Haoyi's Programming Blog

Table of Contents

How to work with JSON in Scala

Posted 2019-06-26
How to work with HTTP JSON APIs in ScalaHow to create Build Pipelines in Scala

JSON is one of the most common data interchange formats: a human-readable way of exchanging structured data that is ubiquitous throughout industry. This tutorial will walk you through how to work effectively with JSON data in Scala, walking through a few common workflows on a piece of real-world JSON data.


About the Author: Haoyi is a software engineer, and the author of many open-source Scala tools such as the Ammonite REPL and the Mill Build Tool. If you enjoyed the contents on this blog, you may also enjoy Haoyi's book Hands-on Scala Programming


The easiest way to work with JSON is through the uPickle library. This is available on Maven Central for you to use with any version of Scala:

// SBT
"com.lihaoyi" %% "upickle" % "0.7.1"

// Mill
ivy"com.lihaoyi::upickle:0.7.1"

uJson and uPickle also come bundled with Ammonite, and can be used within the REPL and *.sc script files.
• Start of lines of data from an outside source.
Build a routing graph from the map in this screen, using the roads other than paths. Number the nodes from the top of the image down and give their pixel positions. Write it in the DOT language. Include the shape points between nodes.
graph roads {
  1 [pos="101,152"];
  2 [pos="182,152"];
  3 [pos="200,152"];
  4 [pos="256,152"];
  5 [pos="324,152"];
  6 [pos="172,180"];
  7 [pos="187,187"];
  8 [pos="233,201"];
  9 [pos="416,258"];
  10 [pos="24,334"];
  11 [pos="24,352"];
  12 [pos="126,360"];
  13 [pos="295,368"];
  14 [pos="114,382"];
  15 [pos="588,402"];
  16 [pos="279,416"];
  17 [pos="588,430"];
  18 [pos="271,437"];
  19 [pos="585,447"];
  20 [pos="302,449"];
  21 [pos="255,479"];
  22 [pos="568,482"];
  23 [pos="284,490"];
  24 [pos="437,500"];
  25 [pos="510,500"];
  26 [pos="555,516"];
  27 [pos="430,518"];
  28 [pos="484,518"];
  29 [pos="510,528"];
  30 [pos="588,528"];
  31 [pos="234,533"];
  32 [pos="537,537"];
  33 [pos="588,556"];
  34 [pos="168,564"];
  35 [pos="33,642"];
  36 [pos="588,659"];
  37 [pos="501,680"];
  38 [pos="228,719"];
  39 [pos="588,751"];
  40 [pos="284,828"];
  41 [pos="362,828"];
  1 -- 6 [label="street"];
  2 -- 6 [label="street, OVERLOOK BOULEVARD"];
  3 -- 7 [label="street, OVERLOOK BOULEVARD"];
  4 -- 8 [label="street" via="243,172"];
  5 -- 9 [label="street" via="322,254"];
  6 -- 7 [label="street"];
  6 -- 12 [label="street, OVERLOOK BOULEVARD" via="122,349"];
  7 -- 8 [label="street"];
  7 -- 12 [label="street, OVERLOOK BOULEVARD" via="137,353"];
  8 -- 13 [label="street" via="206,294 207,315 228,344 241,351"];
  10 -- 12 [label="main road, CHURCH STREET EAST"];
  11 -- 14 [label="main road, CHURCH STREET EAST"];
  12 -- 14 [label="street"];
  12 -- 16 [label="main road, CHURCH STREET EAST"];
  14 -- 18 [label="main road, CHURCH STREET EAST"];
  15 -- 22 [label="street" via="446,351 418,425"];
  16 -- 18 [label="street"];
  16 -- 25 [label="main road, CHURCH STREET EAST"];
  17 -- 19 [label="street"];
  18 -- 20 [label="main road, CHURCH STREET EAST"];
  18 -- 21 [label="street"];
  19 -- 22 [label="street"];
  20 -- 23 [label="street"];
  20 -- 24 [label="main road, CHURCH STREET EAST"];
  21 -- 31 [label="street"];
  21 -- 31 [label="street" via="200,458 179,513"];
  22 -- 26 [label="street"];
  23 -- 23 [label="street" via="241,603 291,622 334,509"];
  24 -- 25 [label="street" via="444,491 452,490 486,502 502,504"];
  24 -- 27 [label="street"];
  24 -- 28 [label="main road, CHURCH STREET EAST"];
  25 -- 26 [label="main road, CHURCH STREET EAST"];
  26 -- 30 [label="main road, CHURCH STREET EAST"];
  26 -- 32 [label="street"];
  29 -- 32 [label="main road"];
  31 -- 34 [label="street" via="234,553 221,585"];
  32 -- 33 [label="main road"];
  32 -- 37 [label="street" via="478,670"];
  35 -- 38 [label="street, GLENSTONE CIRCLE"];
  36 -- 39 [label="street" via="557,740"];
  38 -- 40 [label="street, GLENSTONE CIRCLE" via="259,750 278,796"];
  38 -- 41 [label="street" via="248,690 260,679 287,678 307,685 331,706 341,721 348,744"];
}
This tutorial will focus more on walking through a concrete example; for deeper details on the library's syntax and functionality, you can refer to its reference documentation:

To begin with, I will install Ammonite:

$ sudo sh -c '(echo "#!/usr/bin/env sh" && curl -L https://github.com/lihaoyi/Ammonite/releases/download/1.6.8/2.13-1.6.8) > /usr/local/bin/amm && chmod +x /usr/local/bin/amm' && amm

And open the Ammonite REPL, using ujson.<tab> and upickle.<tab> to see the list of available operations:

$ amm
Loading...
Welcome to the Ammonite Repl 1.6.8
(Scala 2.13.0 Java 11.0.2)

@ ujson.
Arr                              IncompleteParseException         StringRenderer
...

@ upickle.
Api                 JsReadWriters       MsgReadWriters      core                implicits
...

Also, download the sample JSON data at

Once this is set up, we are ready to begin the tutorial.

Reading JSON

Given a JSON string:

@ val jsonString = os.read(os.pwd / "ammonite-releases.json")
jsonString: String = """[
  {
    "url": "https://api.github.com/repos/lihaoyi/Ammonite/releases/17991367",
    "assets_url": "https://api.github.com/repos/lihaoyi/Ammonite/releases/17991367/assets",
    "upload_url": "https://uploads.github.com/repos/lihaoyi/Ammonite/releases/17991367/assets{?name,label}",
...

You can read it into a ujson.Value using ujson.read:

@ val data = ujson.read(jsonString)
data: ujson.Value = Arr(
  ArrayBuffer(
    Obj(
      LinkedHashMap(
        "url" -> Str("https://api.github.com/repos/lihaoyi/Ammonite/releases/17991367"),
        "assets_url" -> Str("https://api.github.com/repos/lihaoyi/Ammonite/releases/17991367/assets"),
...

Extracting Values from JSON

You can look up entries in the JSON data structure using data(...) syntax, e.g.

@ data(0)
res3: ujson.Value = Obj(
  LinkedHashMap(
    "url" -> Str("https://api.github.com/repos/lihaoyi/Ammonite/releases/17991367"),
    "assets_url" -> Str("https://api.github.com/repos/lihaoyi/Ammonite/releases/17991367/assets"),
...

@ data(0)("url")
res4: ujson.Value = Str("https://api.github.com/repos/lihaoyi/Ammonite/releases/17991367")

@ data(0)("author")("id")
res5: ujson.Value = Num(2.0607116E7)

A ujson.Value can be one of several types:

sealed trait Value

case class Str(value: String) extends Value

case class Obj(value: mutable.LinkedHashMap[String, Value]) extends Value

case class Arr(value: ArrayBuffer[Value]) extends Value

case class Num(value: Double) extends Value

sealed abstract class Bool extends Value
case object False extends Bool
case object True extends Bool

case object Null extends Value

You can conveniently cast a ujson.Value to a specific sub-type and get its internal data by using the .bool, .num, .arr, .obj, or .str methods:

@ data.
apply      bool       num        render     transform  value
arr        isNull     obj        str        update

For example, fetching the fields of a ujson.Obj:

@ data(0).obj
res6: collection.mutable.LinkedHashMap[String, ujson.Value] = LinkedHashMap(
  "url" -> Str("https://api.github.com/repos/lihaoyi/Ammonite/releases/17991367"),
  "assets_url" -> Str("https://api.github.com/repos/lihaoyi/Ammonite/releases/17991367/assets"),
...

@ data(0).obj.keys
res7: Iterable[String] = Set(
  "url",
  "assets_url",
  "upload_url",
...

@ data(0).obj.size
res8: Int = 18

Or the values in primitive types:

@ data(0)("url").str
res9: String = "https://api.github.com/repos/lihaoyi/Ammonite/releases/17991367"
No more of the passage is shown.